Around the same time a close friend who was an interior designer told me her firm had a commercial client (Annie’s) that also needed a large new stained glass window. Would I be interested in helping them? Now it seemed there might be a certain destiny in all this, and I began looking around for someone who could build these windows if I designed them. After a search I found a studio in North Carolina, Salem Stained Glass, that not only had the requisite experience but a very down-to-earth, hands-on owner I felt comfortable with. Al Priest had even built a window designed by Rowen LeCompte some years before, and he had a rambunctious crew of great craftspeople working for him.
And so I agreed to take on windows for Annie’s and the Southern Asian Seventh-day Adventist Church, working in tandem with Salem Stained Glass Studio. Brad Brown, Salem’s studio manager, was a great partner in bringing these two projects to fruition. He was as patient and precise as I was finicky and demanding regarding glass selection, color matching and quality control. Phil Hamby did a peerless job drafting my artwork to full size and Derek McCuiston probably did better than I could have with all the painting and kiln firing. And the whole crew did a superb job building and installing the windows, including Al Priest who presided over the creative chaos like a benevolent Buddha.

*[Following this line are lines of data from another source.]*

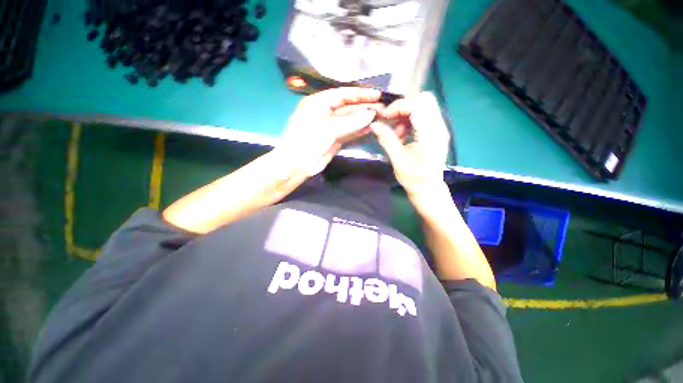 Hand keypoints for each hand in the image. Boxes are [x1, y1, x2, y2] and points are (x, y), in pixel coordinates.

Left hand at [276, 87, 382, 176]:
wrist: (296, 165)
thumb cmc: (307, 141)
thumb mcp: (328, 128)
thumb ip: (351, 121)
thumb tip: (371, 114)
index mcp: (319, 103)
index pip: (343, 94)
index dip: (361, 94)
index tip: (378, 95)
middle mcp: (325, 112)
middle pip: (348, 107)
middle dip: (365, 108)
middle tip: (383, 109)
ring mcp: (331, 127)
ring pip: (350, 120)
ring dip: (364, 120)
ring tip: (380, 118)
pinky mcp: (334, 140)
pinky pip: (349, 132)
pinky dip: (359, 131)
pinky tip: (370, 128)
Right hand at [371, 92, 449, 197]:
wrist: (428, 189)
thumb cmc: (414, 179)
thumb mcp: (398, 161)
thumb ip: (387, 140)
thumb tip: (374, 124)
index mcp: (431, 135)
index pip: (418, 105)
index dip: (399, 106)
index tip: (385, 117)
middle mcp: (439, 128)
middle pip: (424, 99)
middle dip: (403, 106)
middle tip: (390, 119)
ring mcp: (440, 128)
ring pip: (424, 105)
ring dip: (406, 113)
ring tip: (396, 131)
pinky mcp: (436, 131)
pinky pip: (424, 115)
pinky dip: (410, 119)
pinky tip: (402, 134) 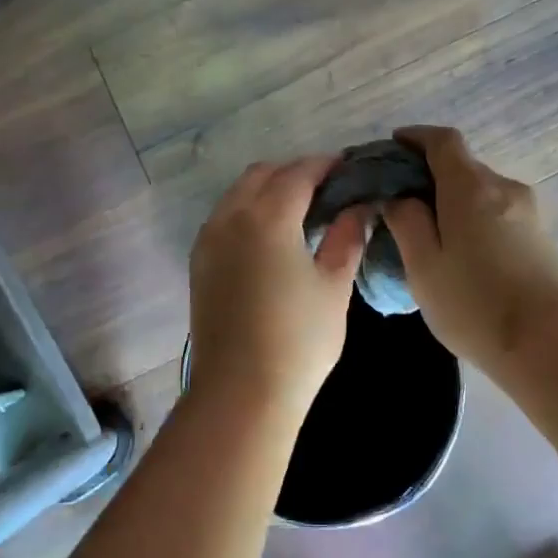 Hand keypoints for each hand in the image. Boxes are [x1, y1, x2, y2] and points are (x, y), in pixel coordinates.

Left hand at [187, 158, 368, 425]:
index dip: (325, 165)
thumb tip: (358, 207)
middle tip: (326, 190)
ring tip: (299, 211)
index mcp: (268, 217)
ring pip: (238, 194)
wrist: (241, 392)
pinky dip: (247, 211)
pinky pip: (223, 218)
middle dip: (294, 172)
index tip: (347, 168)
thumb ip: (346, 238)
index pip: (298, 173)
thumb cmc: (299, 340)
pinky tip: (269, 236)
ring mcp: (208, 240)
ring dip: (267, 190)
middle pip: (262, 175)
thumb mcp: (333, 287)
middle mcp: (231, 218)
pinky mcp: (199, 263)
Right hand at [382, 127, 557, 373]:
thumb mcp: (423, 266)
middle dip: (431, 175)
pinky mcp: (542, 237)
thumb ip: (406, 222)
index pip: (443, 141)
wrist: (549, 345)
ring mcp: (529, 212)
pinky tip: (464, 253)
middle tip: (404, 203)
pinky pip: (499, 213)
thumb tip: (400, 197)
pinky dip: (476, 219)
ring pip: (483, 192)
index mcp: (471, 188)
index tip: (394, 146)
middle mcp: (504, 188)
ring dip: (455, 201)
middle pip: (463, 167)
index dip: (416, 137)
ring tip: (432, 234)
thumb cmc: (474, 304) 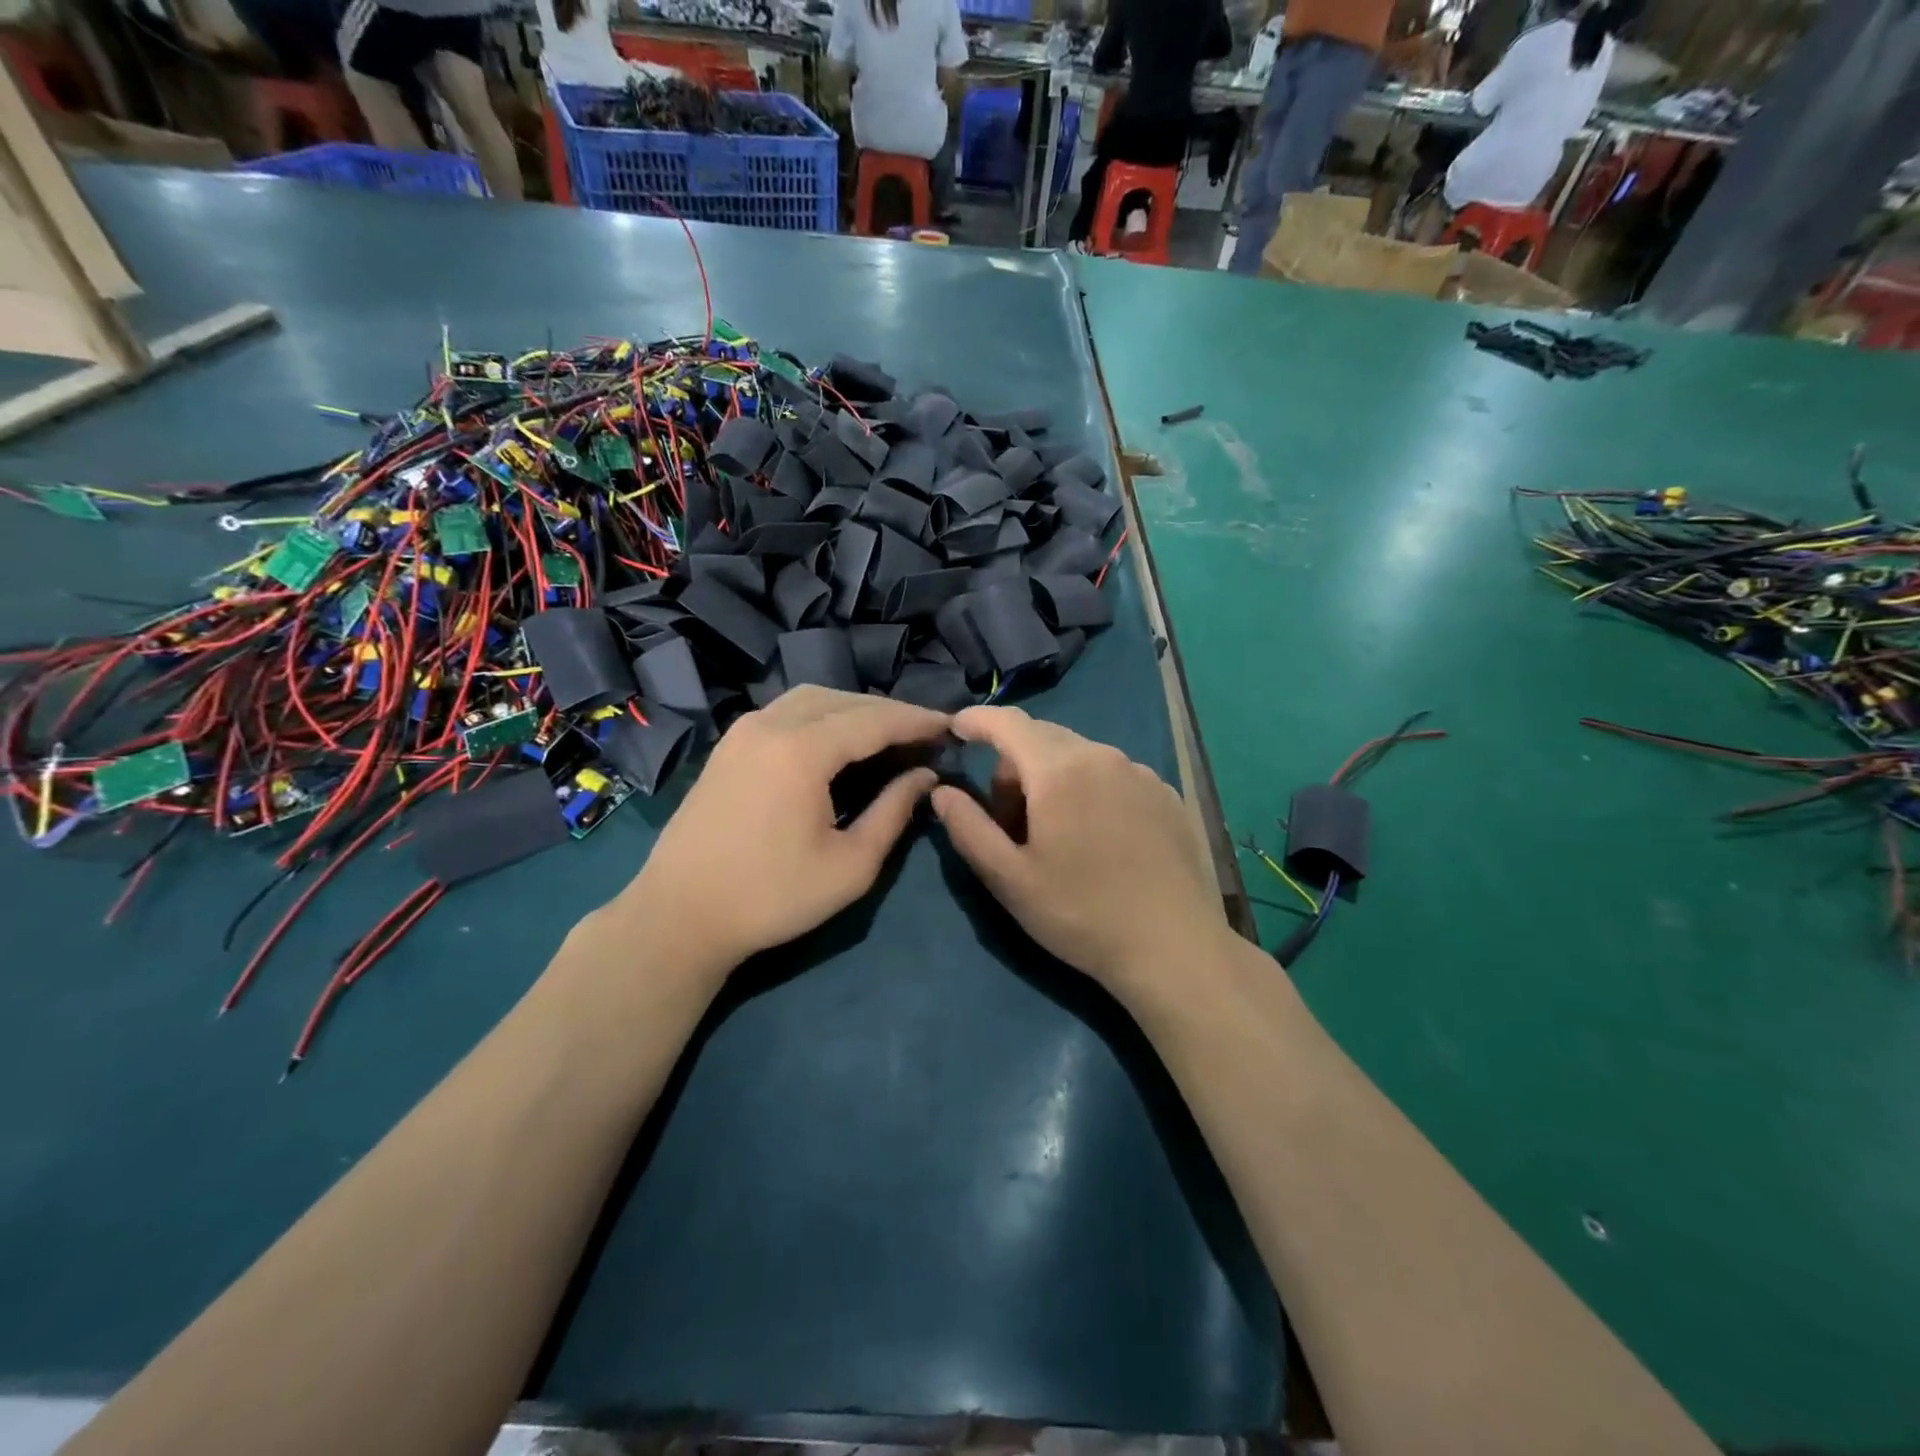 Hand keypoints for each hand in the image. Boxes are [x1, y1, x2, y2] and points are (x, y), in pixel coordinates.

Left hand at [621, 687, 948, 973]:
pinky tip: (836, 742)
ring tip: (886, 735)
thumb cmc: (772, 897)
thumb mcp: (851, 865)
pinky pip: (785, 712)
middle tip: (924, 734)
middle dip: (889, 712)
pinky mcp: (728, 746)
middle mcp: (770, 725)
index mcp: (801, 750)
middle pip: (844, 701)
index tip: (952, 727)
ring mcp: (742, 732)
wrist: (679, 916)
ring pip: (811, 700)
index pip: (874, 720)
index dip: (917, 721)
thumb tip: (926, 775)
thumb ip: (894, 811)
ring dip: (854, 710)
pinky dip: (821, 716)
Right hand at [930, 705, 1230, 1001]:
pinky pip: (1113, 774)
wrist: (1174, 948)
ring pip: (1079, 757)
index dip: (977, 720)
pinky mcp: (1167, 794)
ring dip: (1054, 779)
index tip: (956, 728)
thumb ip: (968, 827)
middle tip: (1010, 823)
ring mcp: (1141, 773)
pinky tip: (1101, 840)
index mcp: (1060, 770)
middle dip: (1013, 766)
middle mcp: (1103, 756)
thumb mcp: (1009, 879)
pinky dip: (1091, 790)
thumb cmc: (1081, 914)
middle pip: (1042, 739)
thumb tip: (941, 791)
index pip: (1008, 723)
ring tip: (1058, 836) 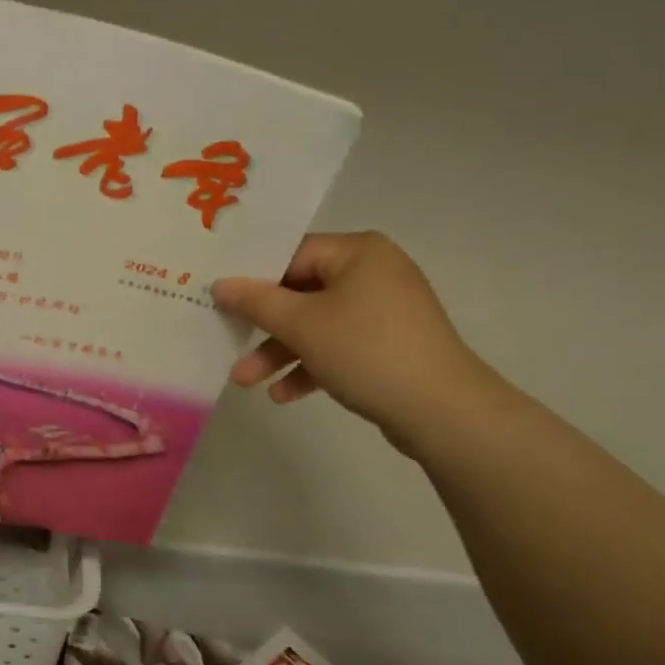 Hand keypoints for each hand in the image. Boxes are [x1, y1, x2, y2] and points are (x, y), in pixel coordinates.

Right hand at [212, 232, 508, 453]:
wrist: (444, 412)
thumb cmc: (367, 351)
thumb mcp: (302, 324)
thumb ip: (256, 301)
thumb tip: (220, 284)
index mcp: (358, 252)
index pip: (292, 253)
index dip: (253, 278)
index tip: (220, 300)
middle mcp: (374, 272)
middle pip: (302, 292)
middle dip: (264, 325)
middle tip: (227, 341)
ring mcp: (384, 311)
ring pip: (318, 324)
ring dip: (280, 352)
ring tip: (246, 382)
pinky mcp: (389, 346)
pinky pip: (339, 347)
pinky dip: (311, 366)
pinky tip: (283, 396) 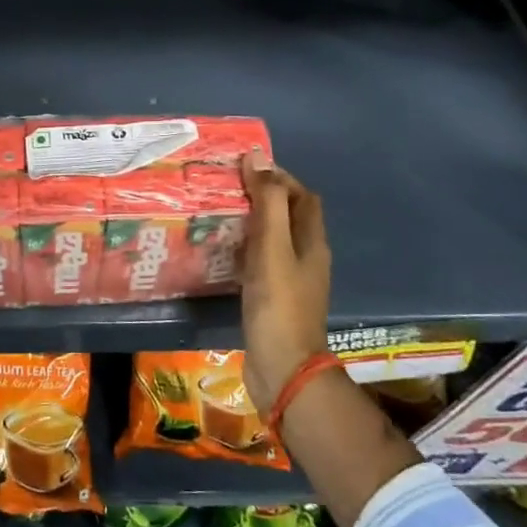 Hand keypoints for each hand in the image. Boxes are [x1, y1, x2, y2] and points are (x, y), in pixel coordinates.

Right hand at [238, 153, 331, 410]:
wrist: (283, 370)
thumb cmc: (279, 305)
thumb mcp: (272, 248)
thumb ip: (267, 203)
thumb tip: (258, 157)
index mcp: (311, 242)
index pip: (301, 196)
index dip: (278, 177)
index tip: (243, 168)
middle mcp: (305, 258)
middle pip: (288, 216)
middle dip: (261, 197)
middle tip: (223, 188)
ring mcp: (289, 281)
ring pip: (271, 240)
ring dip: (249, 223)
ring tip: (215, 213)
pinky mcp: (272, 299)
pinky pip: (258, 262)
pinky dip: (242, 250)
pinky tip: (218, 252) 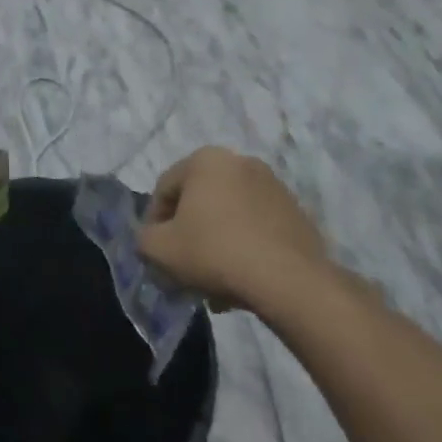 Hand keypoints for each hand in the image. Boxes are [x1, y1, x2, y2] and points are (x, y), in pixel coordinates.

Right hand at [138, 147, 326, 307]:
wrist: (288, 280)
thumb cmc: (215, 252)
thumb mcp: (160, 249)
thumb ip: (144, 238)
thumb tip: (152, 238)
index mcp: (205, 160)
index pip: (165, 189)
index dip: (154, 222)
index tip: (156, 252)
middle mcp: (240, 162)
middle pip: (199, 201)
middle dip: (188, 233)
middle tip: (183, 266)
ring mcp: (273, 186)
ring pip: (229, 215)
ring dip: (216, 241)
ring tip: (213, 281)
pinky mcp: (296, 212)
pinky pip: (257, 226)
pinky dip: (244, 246)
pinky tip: (241, 278) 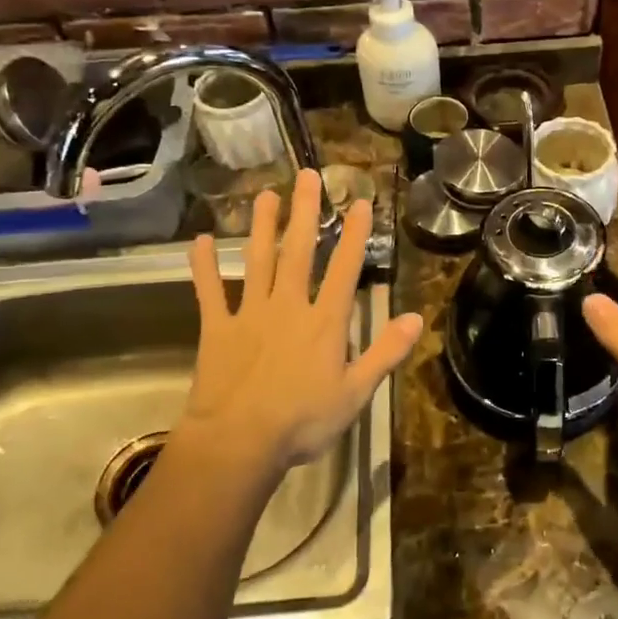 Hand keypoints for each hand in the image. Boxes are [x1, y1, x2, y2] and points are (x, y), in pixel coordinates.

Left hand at [178, 169, 422, 475]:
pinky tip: (200, 242)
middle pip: (298, 252)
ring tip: (265, 195)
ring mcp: (249, 314)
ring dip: (262, 227)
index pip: (344, 269)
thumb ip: (386, 352)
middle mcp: (288, 306)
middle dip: (305, 212)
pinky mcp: (217, 329)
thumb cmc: (302, 421)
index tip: (359, 202)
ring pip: (257, 261)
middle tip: (307, 176)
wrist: (239, 442)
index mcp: (324, 322)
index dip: (354, 234)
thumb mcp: (356, 393)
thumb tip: (417, 318)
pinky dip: (204, 267)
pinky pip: (209, 292)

Meanwhile I also had the opportunity to rebuild an old window of my own from 30 years before. It was collapsing due to its place of honor in the front door of a home, where it had endured decades of slamming with children and grandchildren growing up and going in and out that door. It was fun but not so easy making my hands go through the old motions they once knew so well.
I don’t anticipate doing more glass work, but have learned never to say never. I greatly enjoyed seeing these recent projects come together. Annie’s big window involved a lot of my own handwork. I did all the masking and acid etching of the clear squares. It’s a difficult, nearly obsolete technique due to being hazardous beyond all reason, but nothing else can produce such a smooth, clear etch. The chemicals are hard to purchase and require special permits now. Incredibly, I had a jug of unused hydrofluoric acid from nearly 30 years before that I never knew how to dispose of safely. It had lost none of its potency, and it was exactly enough to etch Annie’s big window. Some things just work out.
Now I’m calling myself a photographer again, but it’s fun to put on a different hat from time to time. To step outside your comfort zone and tackle something different and challenging. My most recent foray into the unknown was building this website, and I expect the unexpected creative opportunity may come knocking once again before too long. I say, bring it on!